Ab und zu muss man einfach mal machen: Tagebau Garzweiler Fotos

Kennt ihr das? Ihr seht eine Chance? Nutzt diese nicht, weil ihr ja eigentlich keine Zeit habt und anschließend ärgert ihr euch? Ich werde das ändern! Ich werde ab sofort einfach mal machen! Vor ein paar Tagen war ich mit Jan unterwegs zu einer Fahrveranstaltung von Nissan. Es galt den Nissan 370Z etwas über ein Fahrsicherheitzentrum zu knüppeln. 2 km vor dem Ziel stand ein Schild: “Tagebau Garzweiler Aussichts-Plattform”!
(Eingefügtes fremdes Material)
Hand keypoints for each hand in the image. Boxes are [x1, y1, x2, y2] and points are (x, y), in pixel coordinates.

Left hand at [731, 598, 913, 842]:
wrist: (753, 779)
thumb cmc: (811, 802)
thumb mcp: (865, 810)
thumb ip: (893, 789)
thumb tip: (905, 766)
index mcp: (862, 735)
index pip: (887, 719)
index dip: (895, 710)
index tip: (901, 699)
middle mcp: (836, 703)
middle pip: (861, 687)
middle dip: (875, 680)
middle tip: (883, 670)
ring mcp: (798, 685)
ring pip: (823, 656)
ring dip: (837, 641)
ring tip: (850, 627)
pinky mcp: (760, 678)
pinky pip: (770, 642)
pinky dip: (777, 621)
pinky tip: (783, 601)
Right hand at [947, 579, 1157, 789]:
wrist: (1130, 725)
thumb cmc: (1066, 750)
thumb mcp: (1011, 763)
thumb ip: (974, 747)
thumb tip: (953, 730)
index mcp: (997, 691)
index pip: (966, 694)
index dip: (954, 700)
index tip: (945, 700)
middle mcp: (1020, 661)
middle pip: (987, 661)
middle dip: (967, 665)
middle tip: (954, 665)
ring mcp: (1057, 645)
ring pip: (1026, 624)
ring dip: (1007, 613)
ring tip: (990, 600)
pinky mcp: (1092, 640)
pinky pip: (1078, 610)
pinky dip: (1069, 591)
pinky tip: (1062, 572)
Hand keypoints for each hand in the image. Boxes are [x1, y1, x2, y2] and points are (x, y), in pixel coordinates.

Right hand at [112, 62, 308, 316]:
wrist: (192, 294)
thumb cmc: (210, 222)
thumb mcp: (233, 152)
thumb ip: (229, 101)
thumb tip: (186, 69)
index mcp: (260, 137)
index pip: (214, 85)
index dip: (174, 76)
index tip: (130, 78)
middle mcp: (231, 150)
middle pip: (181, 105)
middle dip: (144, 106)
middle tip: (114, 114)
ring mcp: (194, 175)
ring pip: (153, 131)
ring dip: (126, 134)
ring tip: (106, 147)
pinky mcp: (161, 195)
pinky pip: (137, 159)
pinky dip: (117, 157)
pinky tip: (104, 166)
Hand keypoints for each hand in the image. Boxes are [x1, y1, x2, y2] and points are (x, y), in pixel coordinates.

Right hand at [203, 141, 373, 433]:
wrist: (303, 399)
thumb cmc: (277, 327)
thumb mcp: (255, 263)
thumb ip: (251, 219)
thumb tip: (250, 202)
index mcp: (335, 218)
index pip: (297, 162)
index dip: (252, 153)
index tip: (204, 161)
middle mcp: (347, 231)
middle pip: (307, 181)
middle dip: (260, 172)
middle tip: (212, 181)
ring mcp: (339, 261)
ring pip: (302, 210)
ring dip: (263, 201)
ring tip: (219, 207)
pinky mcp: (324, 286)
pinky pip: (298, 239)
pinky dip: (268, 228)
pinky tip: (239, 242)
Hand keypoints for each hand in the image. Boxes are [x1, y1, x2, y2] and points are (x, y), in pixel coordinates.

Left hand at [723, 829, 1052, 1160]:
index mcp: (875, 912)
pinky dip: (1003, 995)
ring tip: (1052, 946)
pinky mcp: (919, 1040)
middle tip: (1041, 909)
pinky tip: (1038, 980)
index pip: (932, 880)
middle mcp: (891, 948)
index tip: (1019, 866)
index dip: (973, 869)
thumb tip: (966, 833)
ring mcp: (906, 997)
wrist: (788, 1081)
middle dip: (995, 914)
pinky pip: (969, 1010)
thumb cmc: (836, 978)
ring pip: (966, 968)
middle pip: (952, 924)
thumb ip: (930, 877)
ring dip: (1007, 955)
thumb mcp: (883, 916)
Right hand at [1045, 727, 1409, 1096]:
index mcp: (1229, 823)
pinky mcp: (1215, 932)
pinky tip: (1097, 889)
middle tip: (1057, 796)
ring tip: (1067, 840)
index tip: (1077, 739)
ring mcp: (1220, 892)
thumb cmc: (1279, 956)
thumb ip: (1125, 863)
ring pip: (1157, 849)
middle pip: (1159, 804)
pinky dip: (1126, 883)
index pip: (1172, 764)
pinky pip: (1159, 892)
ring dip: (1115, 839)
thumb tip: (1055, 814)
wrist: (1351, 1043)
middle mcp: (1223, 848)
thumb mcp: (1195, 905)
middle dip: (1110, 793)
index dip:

Jan sagte noch: “Wir haben doch keine Zeit!” – doch die Zeit musste ich mir einfach nehmen! Belohnt wurden wir dann mit einem leeren Parkplatz und einer tollen Aussicht:

Diese Monster aus Stahl sind wirklich riesig. Schaut mal, auf dem nachfolgenden Foto könnt ihr mit etwas Phantasie sogar noch ein kleines Auto entdecken:

Heute schrieb Jan mir noch eine Nachricht: “War echt ne gute Idee von dir da den schlenker zu machen” – Recht hat er ;)

Imposant, oder? Ich glaube das sind die größten Maschinen, die ich jemals mit eigenen Augen gesehen habe. Für mich schon irgendwie ein Wunder der Technik. Ob man mit denen wohl mal eine Runde mitfahren darf?

Schlagworte:

7 Kommentare zu „Ab und zu muss man einfach mal machen: Tagebau Garzweiler Fotos“

  1. Marc sagt:

    Der Tagebau Garzweiler ist wirklich beeindruckend. Vor einem Jahr war ich das letzte Mal auf der Aussichtsplattform. Rheinbraun bietet sogar Fahrten per Bus unten in die Grube an, bei denen die großen Bagger ganz nah begutachtet werden können.

  2. Kessi sagt:

    Wow, ich war schon lange nicht mehr hier. Sehr spannend und Du nach wie vor immer in Action! :-)

  3. Jens sagt:

    Unkraut vergeht nicht, wa?

  4. Kessi sagt:

    :-)

  5. Daniel Bäzol sagt:

    Dann mach mal einen Auslug nach Leipzig.
    Rings um unsere Stadt sind jede Menge Tagebauten und es gibt auch welche zum Besichtigen.

    LG Daniel

  6. didi sagt:

    Hhmmm, was wird später aus der Landschaft ?!?

  7. bierskoda sagt:

    @didi: Das wird nach hinten hin mit dem Abraum, der über der Braunkohle liegt, wieder zugeschüttet. Dort wird dann nach neuesten Erkenntnissen Ackerland “erzeugt”, Bauernhöfe gebaut oder Wald mit Wanderwegen usw. angelegt. Irgendwann ist der Abbau vorbei und es bleibt ein Loch. Aus diesem Loch entsteht ein See, und bis der voll ist, vergehen tatsächlich 40 Jahre. Kann man kaum fassen! Schlaue kaufen sich schon jetzt Grundstücke in der zukünftigen Ufernähe für Cafes, Hotels, Bootswerften und was es sonst noch so alles geben kann.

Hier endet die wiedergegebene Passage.